Joseph Perry is the Film Festival Editor for Horror Fuel; all film festival related queries and announcements should be sent to him at josephperry@gmail.com. He is a contributing writer for the "Phantom of the Movies VideoScope" and “Drive-In Asylum” print magazines and the websites Gruesome Magazine, Diabolique Magazine, The Scariest Things, B&S About Movies, and When It Was Cool. He is a co-host of the "Uphill Both Ways" pop culture nostalgia podcast and also writes for its website. Joseph occasionally proudly co-writes articles with his son Cohen Perry, who is a film critic in his own right. A former northern Californian and Oregonian, Joseph has been teaching, writing, and living in South Korea since 2008.

Official synopsis: Riko, a beauty salon receptionist, notices her friend Shu-fen’s strange social media posts. As horrific deaths occur, she travels to Taiwan and unravels community horrors and desire with her ex and Shu-fen’s sister.
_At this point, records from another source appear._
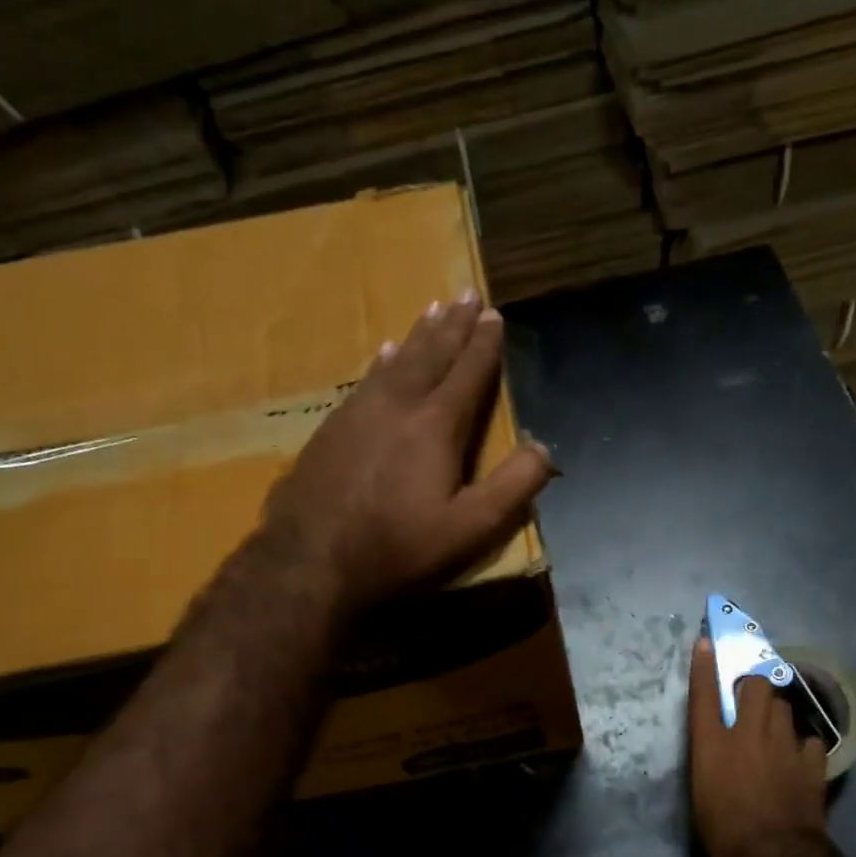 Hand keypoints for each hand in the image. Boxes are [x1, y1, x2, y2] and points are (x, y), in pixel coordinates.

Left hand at [253, 293, 553, 615]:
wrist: (310, 562)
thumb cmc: (399, 547)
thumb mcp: (471, 528)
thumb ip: (513, 487)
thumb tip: (545, 449)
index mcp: (436, 426)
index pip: (468, 373)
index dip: (484, 344)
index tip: (494, 314)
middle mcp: (398, 405)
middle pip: (431, 354)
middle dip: (453, 325)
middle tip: (466, 294)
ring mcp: (359, 413)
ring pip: (396, 361)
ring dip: (418, 335)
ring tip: (432, 311)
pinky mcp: (331, 428)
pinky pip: (366, 379)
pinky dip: (382, 361)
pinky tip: (382, 354)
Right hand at [687, 635, 830, 856]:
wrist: (774, 856)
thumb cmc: (724, 831)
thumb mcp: (702, 792)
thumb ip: (710, 758)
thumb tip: (717, 745)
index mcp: (712, 743)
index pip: (705, 693)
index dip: (706, 665)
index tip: (708, 643)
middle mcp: (747, 734)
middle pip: (757, 686)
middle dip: (756, 683)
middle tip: (752, 695)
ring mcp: (784, 744)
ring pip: (785, 706)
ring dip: (778, 710)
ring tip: (776, 726)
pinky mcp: (811, 762)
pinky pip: (808, 738)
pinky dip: (802, 743)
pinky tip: (799, 756) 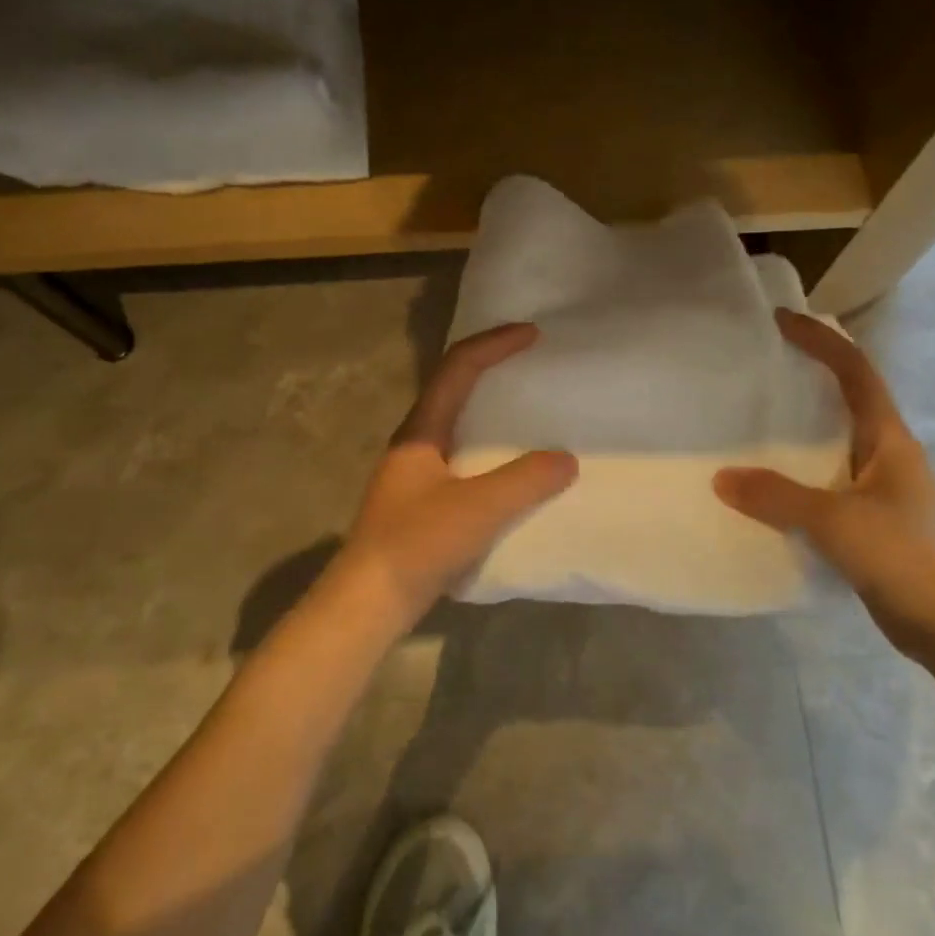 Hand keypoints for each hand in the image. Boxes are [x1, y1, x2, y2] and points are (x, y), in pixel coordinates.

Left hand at [338, 323, 576, 629]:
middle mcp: (416, 443)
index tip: (532, 333)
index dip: (494, 344)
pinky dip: (491, 451)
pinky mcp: (423, 503)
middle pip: (454, 389)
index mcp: (421, 431)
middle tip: (532, 365)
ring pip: (458, 425)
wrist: (368, 602)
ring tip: (530, 412)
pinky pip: (463, 459)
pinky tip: (513, 471)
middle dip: (492, 369)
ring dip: (490, 411)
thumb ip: (525, 481)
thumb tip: (566, 459)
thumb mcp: (478, 508)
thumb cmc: (417, 544)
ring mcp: (416, 474)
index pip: (458, 368)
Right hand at [714, 310, 934, 663]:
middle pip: (846, 401)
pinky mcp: (871, 524)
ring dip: (801, 431)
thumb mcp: (837, 522)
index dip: (821, 340)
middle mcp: (887, 456)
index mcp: (889, 439)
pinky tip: (768, 491)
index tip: (781, 321)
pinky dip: (797, 478)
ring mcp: (881, 491)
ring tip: (752, 425)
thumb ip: (777, 497)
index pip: (855, 372)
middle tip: (759, 370)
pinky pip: (826, 486)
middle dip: (809, 378)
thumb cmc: (907, 558)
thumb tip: (721, 478)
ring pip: (834, 446) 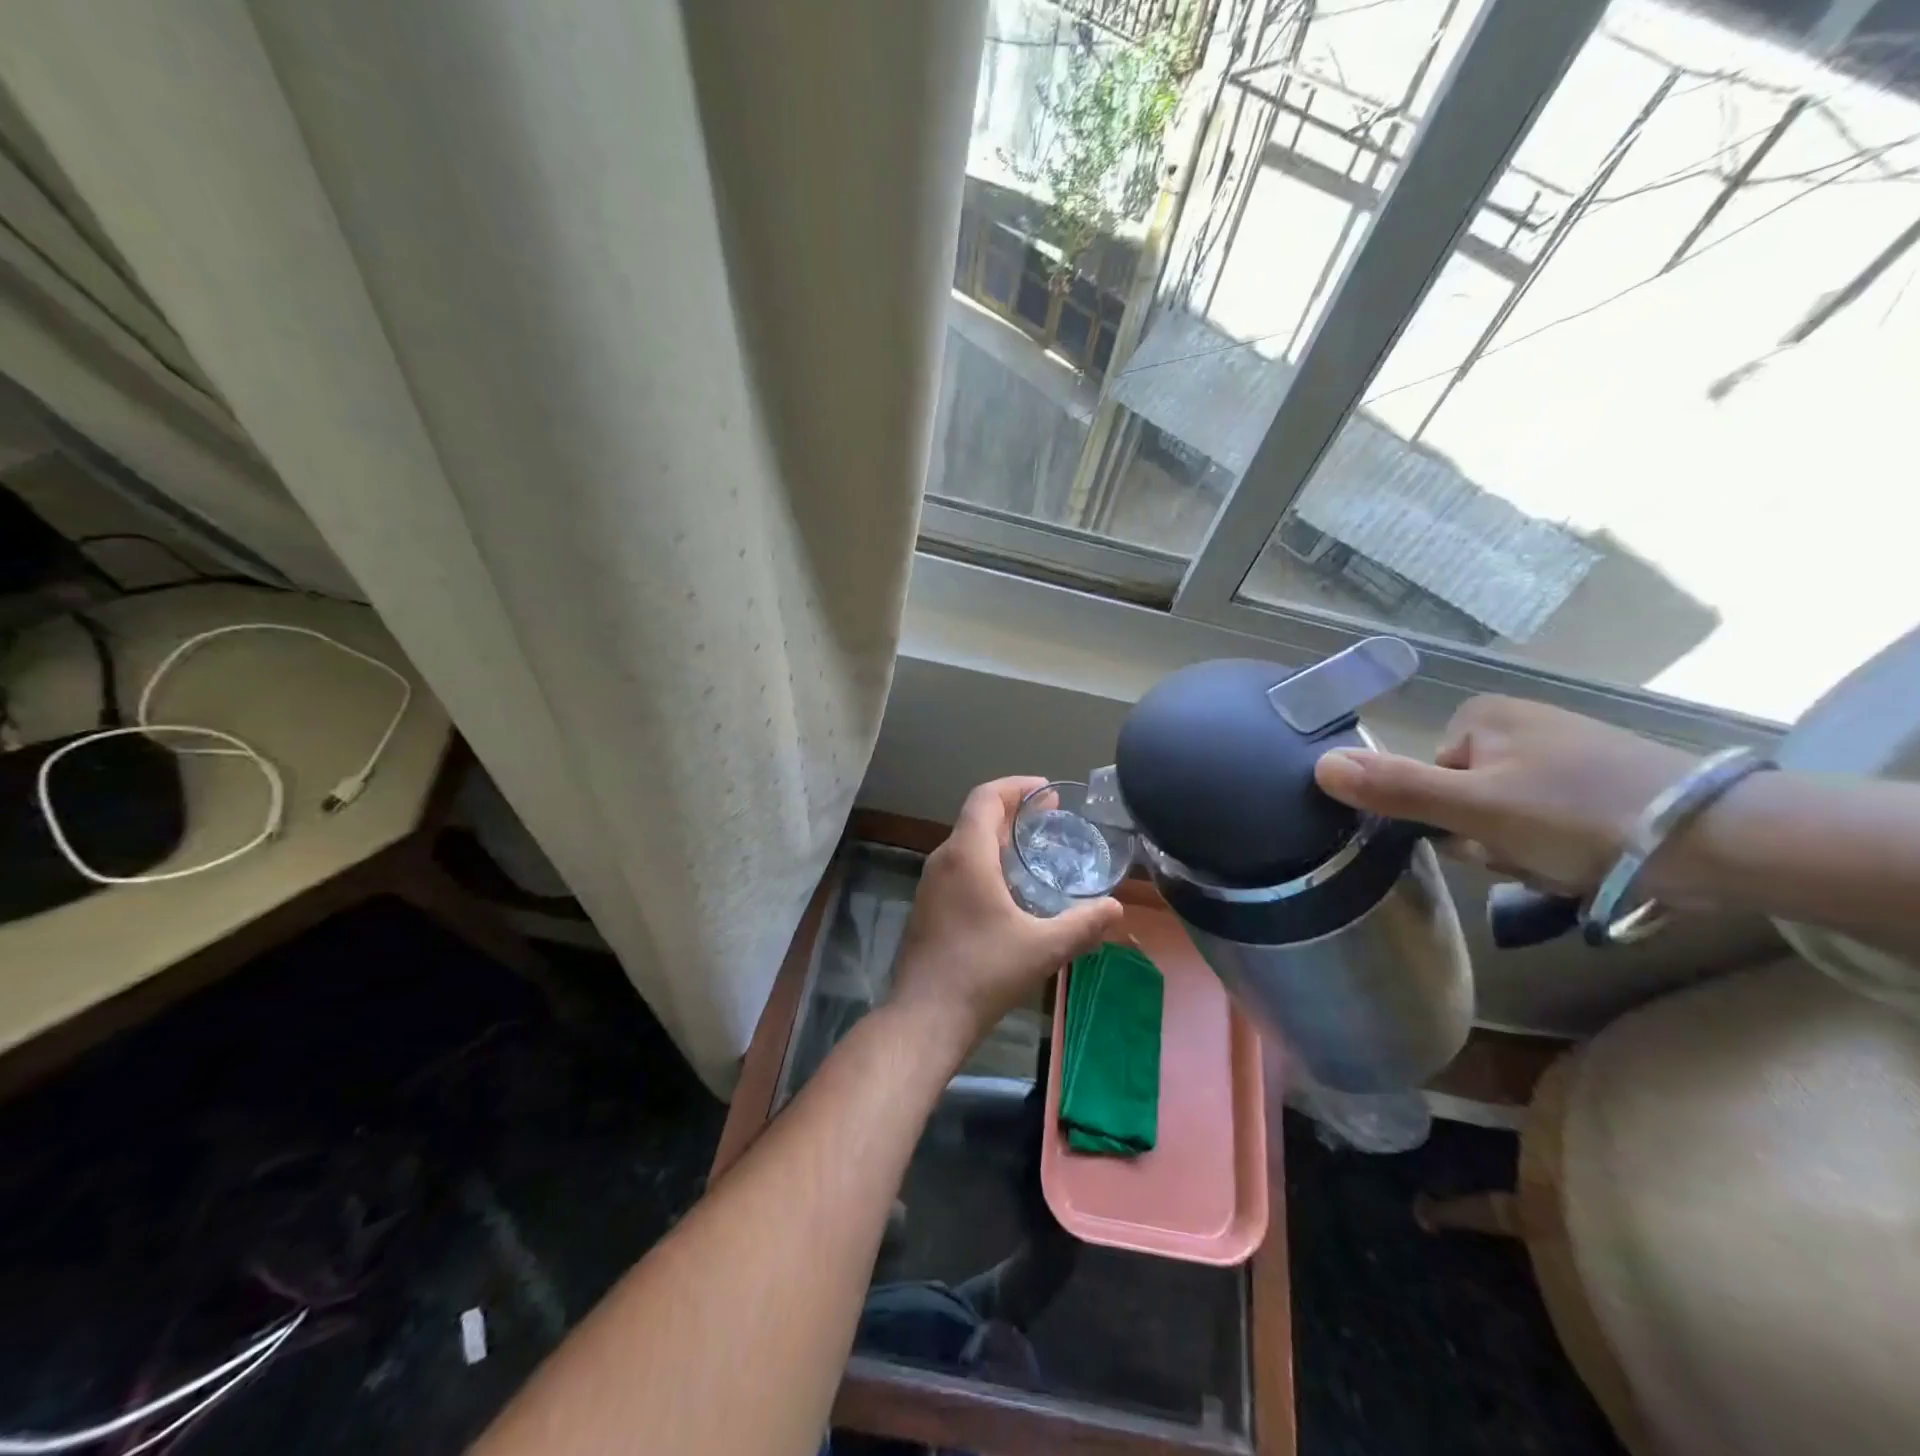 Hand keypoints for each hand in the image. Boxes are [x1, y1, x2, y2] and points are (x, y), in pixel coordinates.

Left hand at [891, 777, 1123, 1052]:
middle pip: (977, 816)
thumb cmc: (983, 973)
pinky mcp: (928, 906)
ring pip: (966, 842)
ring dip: (999, 836)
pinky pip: (959, 866)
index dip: (1017, 786)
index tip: (1047, 790)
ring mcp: (931, 883)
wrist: (925, 1016)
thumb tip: (1116, 907)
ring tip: (1035, 847)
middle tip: (1051, 816)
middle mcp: (943, 859)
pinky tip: (1009, 887)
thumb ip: (1083, 924)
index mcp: (967, 855)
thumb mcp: (1043, 948)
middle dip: (1014, 810)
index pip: (986, 797)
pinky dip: (986, 859)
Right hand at [1312, 696, 1696, 894]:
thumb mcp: (1474, 808)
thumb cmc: (1579, 815)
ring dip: (1521, 851)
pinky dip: (1558, 848)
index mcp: (1481, 717)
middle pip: (1462, 799)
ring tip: (1565, 862)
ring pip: (1502, 818)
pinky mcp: (1600, 780)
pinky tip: (1588, 860)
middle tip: (1527, 854)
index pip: (1425, 778)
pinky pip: (1546, 821)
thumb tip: (1317, 765)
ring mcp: (1562, 751)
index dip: (1446, 820)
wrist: (1725, 841)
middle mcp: (1517, 724)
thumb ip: (1394, 788)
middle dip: (1486, 839)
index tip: (1483, 839) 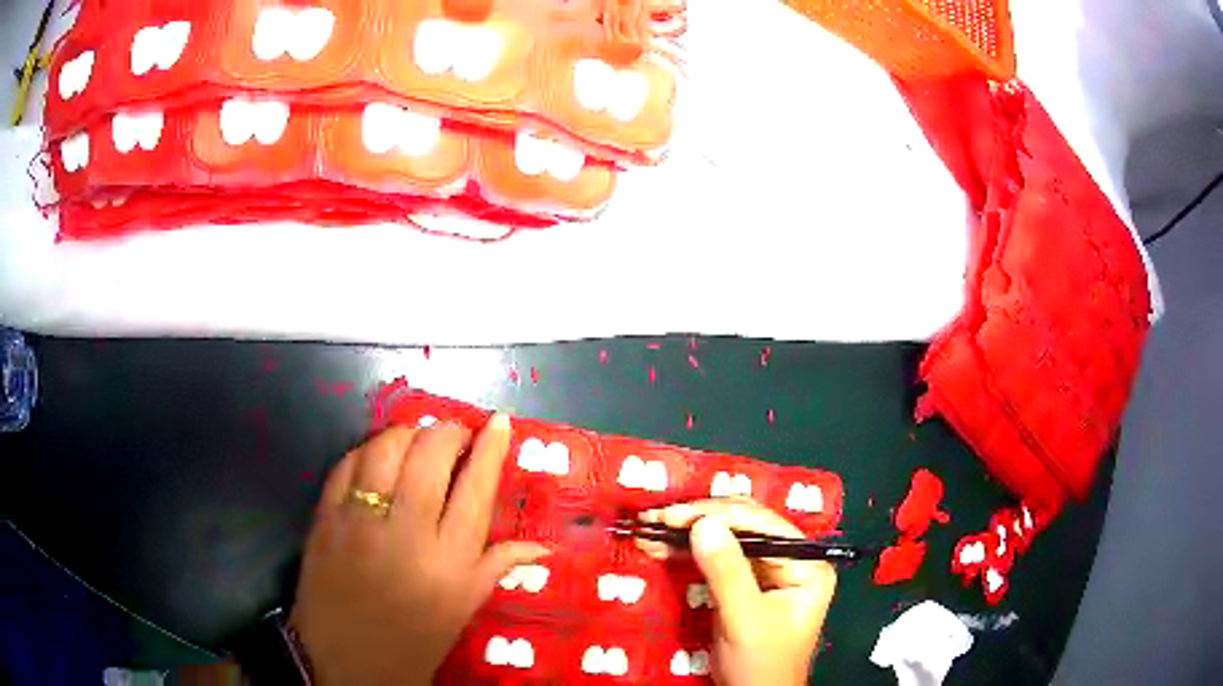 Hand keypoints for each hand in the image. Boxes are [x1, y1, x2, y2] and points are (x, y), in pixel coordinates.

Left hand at [290, 415, 548, 685]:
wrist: (344, 662)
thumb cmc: (413, 641)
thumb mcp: (462, 608)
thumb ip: (497, 566)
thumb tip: (543, 546)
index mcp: (449, 561)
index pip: (476, 488)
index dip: (491, 448)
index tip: (498, 422)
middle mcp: (407, 533)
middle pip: (431, 455)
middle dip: (448, 432)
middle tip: (455, 435)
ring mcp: (360, 522)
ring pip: (386, 449)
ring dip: (406, 434)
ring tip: (416, 441)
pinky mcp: (325, 518)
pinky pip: (346, 464)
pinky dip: (366, 451)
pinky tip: (376, 457)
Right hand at [639, 499, 836, 685]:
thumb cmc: (760, 663)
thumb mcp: (744, 619)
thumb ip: (727, 572)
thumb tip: (704, 523)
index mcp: (806, 563)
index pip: (763, 525)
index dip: (718, 515)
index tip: (675, 515)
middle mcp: (791, 559)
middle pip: (744, 525)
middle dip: (700, 520)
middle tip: (658, 518)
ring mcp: (767, 570)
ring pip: (726, 538)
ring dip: (688, 533)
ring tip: (651, 527)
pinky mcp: (744, 582)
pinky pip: (716, 557)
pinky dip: (687, 552)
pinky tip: (660, 546)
Prolific Japanese genre-film writer/director Kenichi Ugana — heck, he fully deserves the title auteur at this point —  is having a busy year on the festival circuit. After Fantasia Best Asian Feature: Bronze winner I Fell In Love With A Z-Grade Director In Brooklyn, a surprising rom-com and valentine to independent filmmaking, he now unleashes on audiences a chilling J-horror–flavored supernatural take on the dangers of social media with The Curse

Ugana knows his way around fright-fare tales, as proven by his previous body of work (see below, if you are not already familiar with his oeuvre). With Japanese/Taiwanese coproduction The Curse, he takes the J-horror tropes of onryō (basically, harmful ghosts) and curses spread through modern technology, and puts his own stamp on the proceedings as he examines how social media can be harmful to some while celebrating — often through highly exaggerated and even fictitious claims — how wonderful one’s life is. He also adds a new perspective on those tropes by setting some of the action in Taiwan, where the film emphasizes that curses are taken more seriously. 

The Curse is plentiful with eerie tension and gruesome set pieces, and the third act is a corker with its wild reveals and action. Yukino Kaizu gives a fine lead performance, heading up a solid cast that also includes Yu, Shiho, Mimi Shao, and Ray Fan.

After the philosophical science fiction horror of his 2021 Extraneous Matter – Complete Edition, Ugana crafted 2023’s Evil Dead-inspired demonic gorefest Visitors: Complete Edition and the humorous stalk ‘n’ slash/romance mash-up Love Will Tear Us Apart, then 2024 saw him release rock-fueled look at the creative process The Gesuidouz and the feature We Are Aliens (which I have not yet seen), and besides this year’s I Fell In Love With A Z-Grade Director In Brooklyn and The Curse, he has yet another 2025 shocker on the way with Incomplete Chairs. If you are new to the wild world of Kenichi Ugana, The Curse is a fine place to start.